O Brasil tem plenas condições de criar um serviço nacional de comunicações nos moldes do WhatsApp, seja por meio de incentivos governamentais a empresas privadas ou pela determinação a organizações públicas já existentes, como o Serpro ou a Dataprev. Nesse segundo caso, inclusive, a Dataprev deveria ser renomeada como Databras ou algo assim, para sinalizar a ampliação de seu escopo para abarcar múltiplas soluções tecnológicas de transação de dados.
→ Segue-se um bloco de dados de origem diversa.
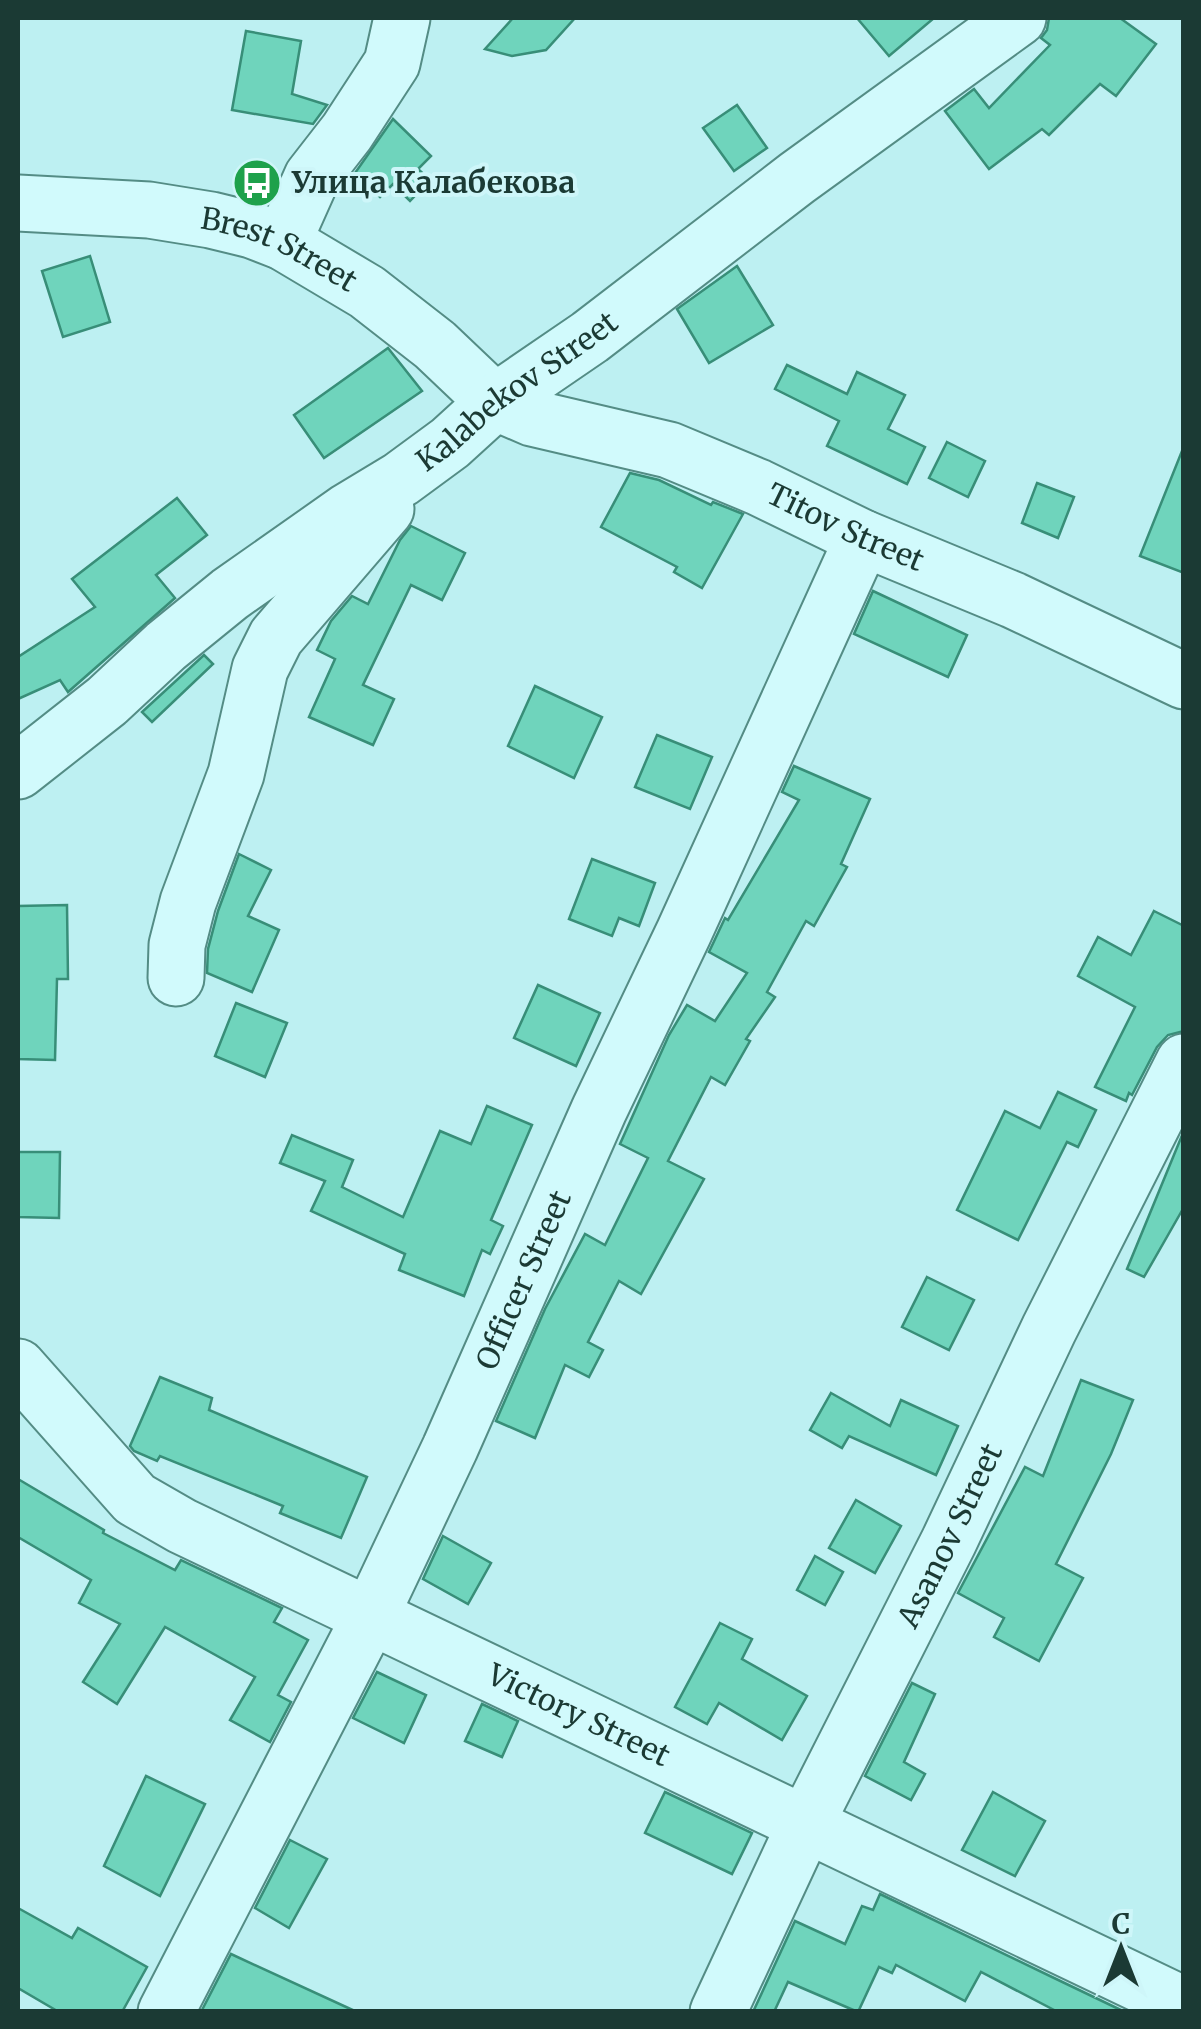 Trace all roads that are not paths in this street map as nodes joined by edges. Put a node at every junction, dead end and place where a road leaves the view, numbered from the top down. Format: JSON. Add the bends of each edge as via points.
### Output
{"nodes":[{"id":1,"x":402,"y":18,"type":"edge"},
{"id":2,"x":1018,"y":18,"type":"edge"},
{"id":3,"x":18,"y":203,"type":"edge"},
{"id":4,"x":283,"y":242,"type":"junction"},
{"id":5,"x":496,"y":402,"type":"junction"},
{"id":6,"x":402,"y":479,"type":"junction"},
{"id":7,"x":863,"y":538,"type":"junction"},
{"id":8,"x":1184,"y":680,"type":"edge"},
{"id":9,"x":18,"y":771,"type":"edge"},
{"id":10,"x":176,"y":978,"type":"dead end"},
{"id":11,"x":1184,"y":1062,"type":"edge"},
{"id":12,"x":18,"y":1367,"type":"edge"},
{"id":13,"x":370,"y":1616,"type":"junction"},
{"id":14,"x":806,"y":1822,"type":"junction"},
{"id":15,"x":1184,"y":2005,"type":"edge"},
{"id":16,"x":166,"y":2012,"type":"edge"},
{"id":17,"x":718,"y":2012,"type":"edge"}],
"edges":[{"from":1,"to":4,"type":"street","via":[[392,63],[312,177]]},
{"from":2,"to":5,"type":"street","name":"Kalabekov Street"},
{"from":3,"to":4,"type":"street","name":"Brest Street","via":[[149,210]]},
{"from":4,"to":5,"type":"street","name":"Brest Street","via":[[367,292]]},
{"from":5,"to":6,"type":"street","name":"Kalabekov Street"},
{"from":5,"to":7,"type":"street","name":"Titov Street","via":[[532,418],[669,450]]},
{"from":6,"to":9,"type":"street","name":"Kalabekov Street","via":[[230,594]]},
{"from":6,"to":10,"type":"street","via":[[380,518],[276,637],[260,669],[236,774],[188,902]]},
{"from":7,"to":8,"type":"street","name":"Titov Street"},
{"from":7,"to":13,"type":"street","name":"Officer Street"},
{"from":11,"to":14,"type":"street","name":"Asanov Street"},
{"from":12,"to":13,"type":"street","name":"Victory Street","via":[[135,1499]]},
{"from":13,"to":14,"type":"street","name":"Victory Street"},
{"from":13,"to":16,"type":"street","name":"Officer Street"},
{"from":14,"to":15,"type":"street","name":"Victory Street"},
{"from":14,"to":17,"type":"street","name":"Asanov Street"}]}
Assim como o pix revolucionou as transações financeiras ao oferecer um serviço instantâneo, gratuito e acessível, uma plataforma nacional de transação de dados de comunicação imediata asseguraria uma necessária soberania tecnológica na área. Isso reduziria a dependência de serviços estrangeiros envolvidos em projetos de poder que confrontam com nossa lei. Isso também garantiria maior segurança para os dados de usuários brasileiros, sejam pessoas físicas ou empresas, além é claro de possibilitar o desenvolvimento local dentro da nova economia dos dados que tanto enriquece as big techs.
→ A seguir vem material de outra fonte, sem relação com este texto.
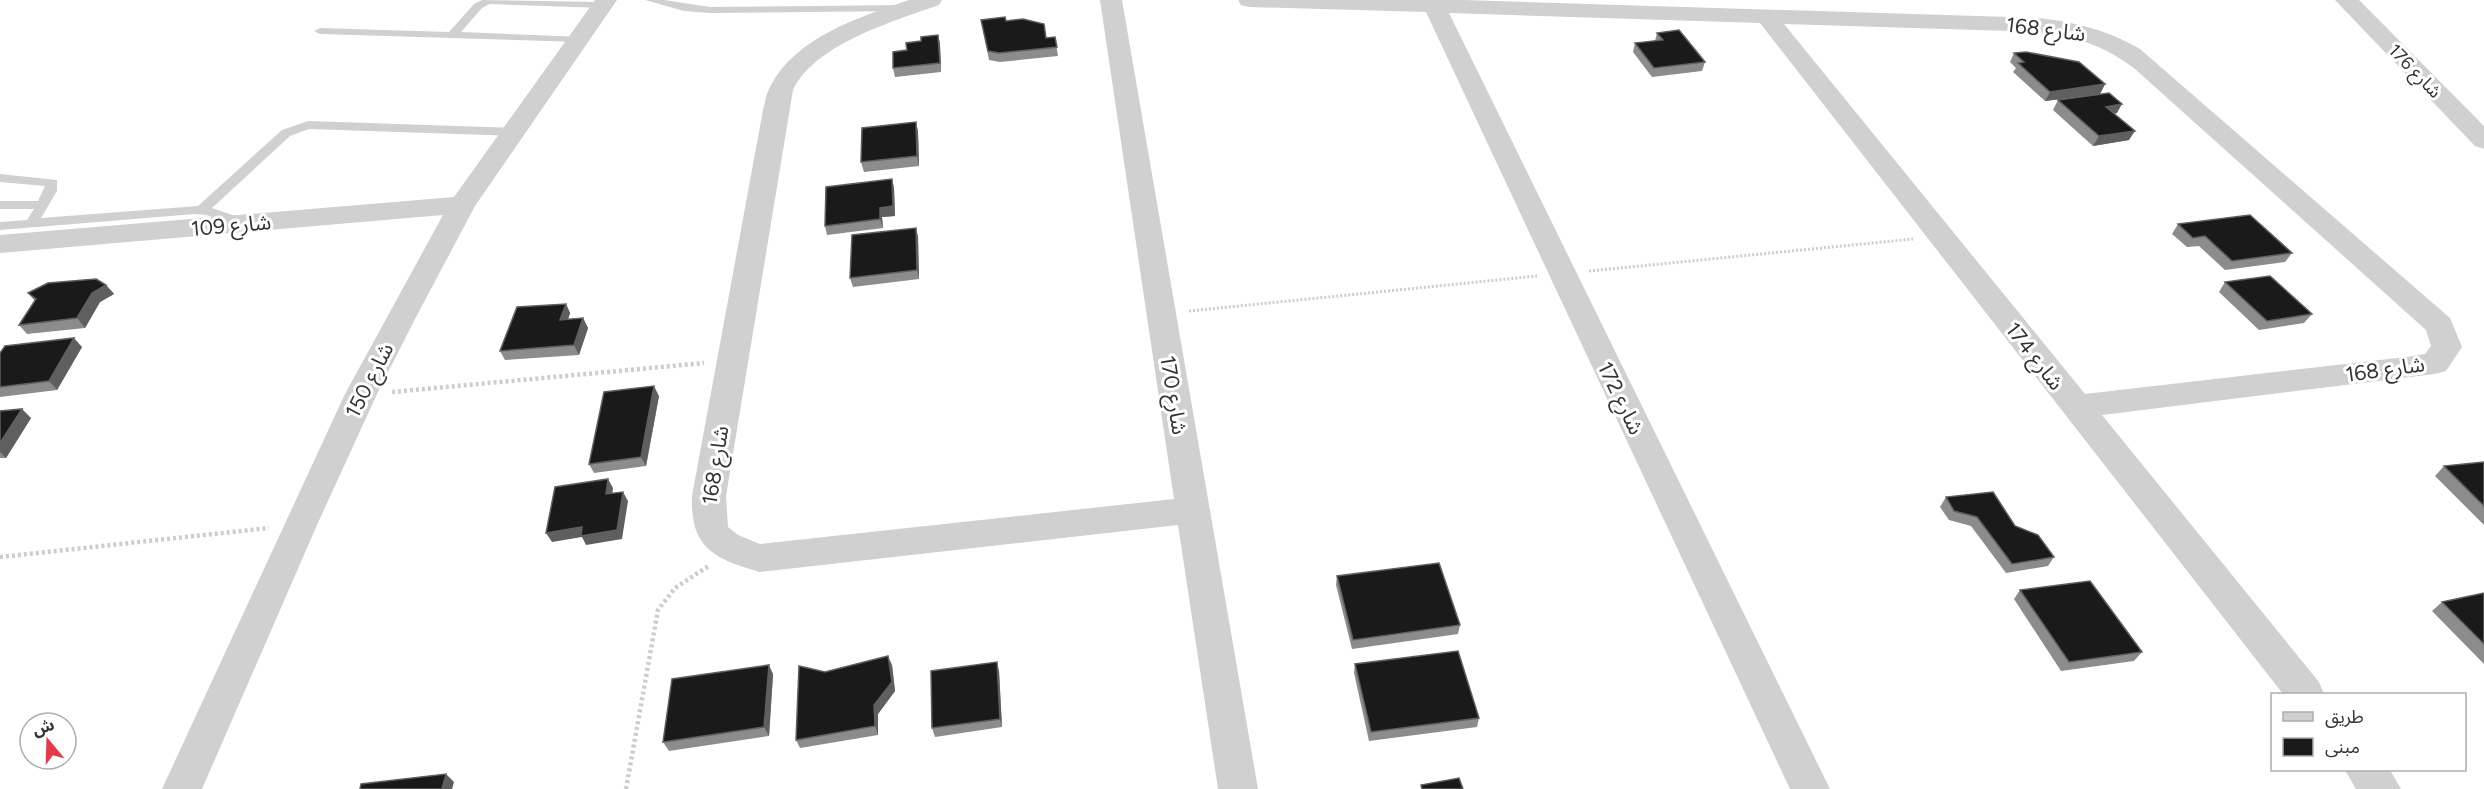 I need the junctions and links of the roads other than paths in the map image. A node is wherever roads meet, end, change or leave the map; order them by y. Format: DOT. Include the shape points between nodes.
graph roads {
  1 [pos="500,0"];
  2 [pos="651,0"];
  3 [pos="1111,0"];
  4 [pos="1249,0"];
  5 [pos="2346,0"];
  6 [pos="605,2"];
  7 [pos="920,4"];
  8 [pos="1434,6"];
  9 [pos="1766,16"];
  10 [pos="320,31"];
  11 [pos="452,35"];
  12 [pos="579,39"];
  13 [pos="514,132"];
  14 [pos="2484,141"];
  15 [pos="0,178"];
  16 [pos="0,205"];
  17 [pos="43,205"];
  18 [pos="462,205"];
  19 [pos="202,210"];
  20 [pos="31,224"];
  21 [pos="244,224"];
  22 [pos="0,226"];
  23 [pos="0,244"];
  24 [pos="2076,407"];
  25 [pos="1193,510"];
  26 [pos="2304,693"];
  27 [pos="2366,771"];
  28 [pos="182,789"];
  29 [pos="1238,789"];
  30 [pos="1810,789"];
  31 [pos="2381,789"];
  1 -- 6 [label="lane"];
  1 -- 11 [label="lane" via="478,6"];
  2 -- 7 [label="lane" via="710,10"];
  3 -- 25 [label="street, شارع 170"];
  4 -- 8 [label="street, شارع 168"];
  5 -- 14 [label="street, شارع 176"];
  6 -- 12 [label="street, شارع 150"];
  7 -- 25 [label="street, شارع 168" via="822,47 798,66 782,87 707,518 715,537 734,551 760,558"];
  8 -- 9 [label="street, شارع 168"];
  8 -- 30 [label="street, شارع 172"];
  9 -- 24 [label="street, شارع 174"];
  9 -- 24 [label="street, شارع 168" via="2067,27 2125,48 2439,325 2447,347 2435,363 2406,368"];
  10 -- 11 [label="lane"];
  11 -- 12 [label="lane"];
  12 -- 13 [label="street, شارع 150"];
  13 -- 18 [label="street, شارع 150"];
  13 -- 19 [label="lane" via="308,125 286,133"];
  15 -- 17 [label="lane" via="52,183"];
  16 -- 17 [label="lane"];
  17 -- 20 [label="lane"];
  18 -- 21 [label="street, شارع 109"];
  18 -- 28 [label="street, شارع 150" via="361,394"];
  19 -- 20 [label="lane"];
  19 -- 21 [label="lane"];
  20 -- 22 [label="lane"];
  21 -- 23 [label="street, شارع 109"];
  24 -- 26 [label="street, شارع 174"];
  25 -- 29 [label="street, شارع 170"];
  27 -- 31 [label="street"];
}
A criação de um “WhatsApp brasileiro” é essencial para prevenir os problemas associados à dependência de plataformas estrangeiras, como a possibilidade de interrupções, violações de privacidade e de dispositivos legais, além de uma governança subordinada a outros países. Hoje, milhões de brasileiros e empresas dependem do WhatsApp para organizar suas rotinas e conduzir negócios, e a ausência ou limitação desse serviço seria altamente prejudicial. É, portanto, uma questão de segurança nacional.
Há, também, o tempo de juntar pedras e evitar o tempo de ficar longe para o abraço. Ideias do tempo de Salomão podem ensinar muito ao intempestivo Trump.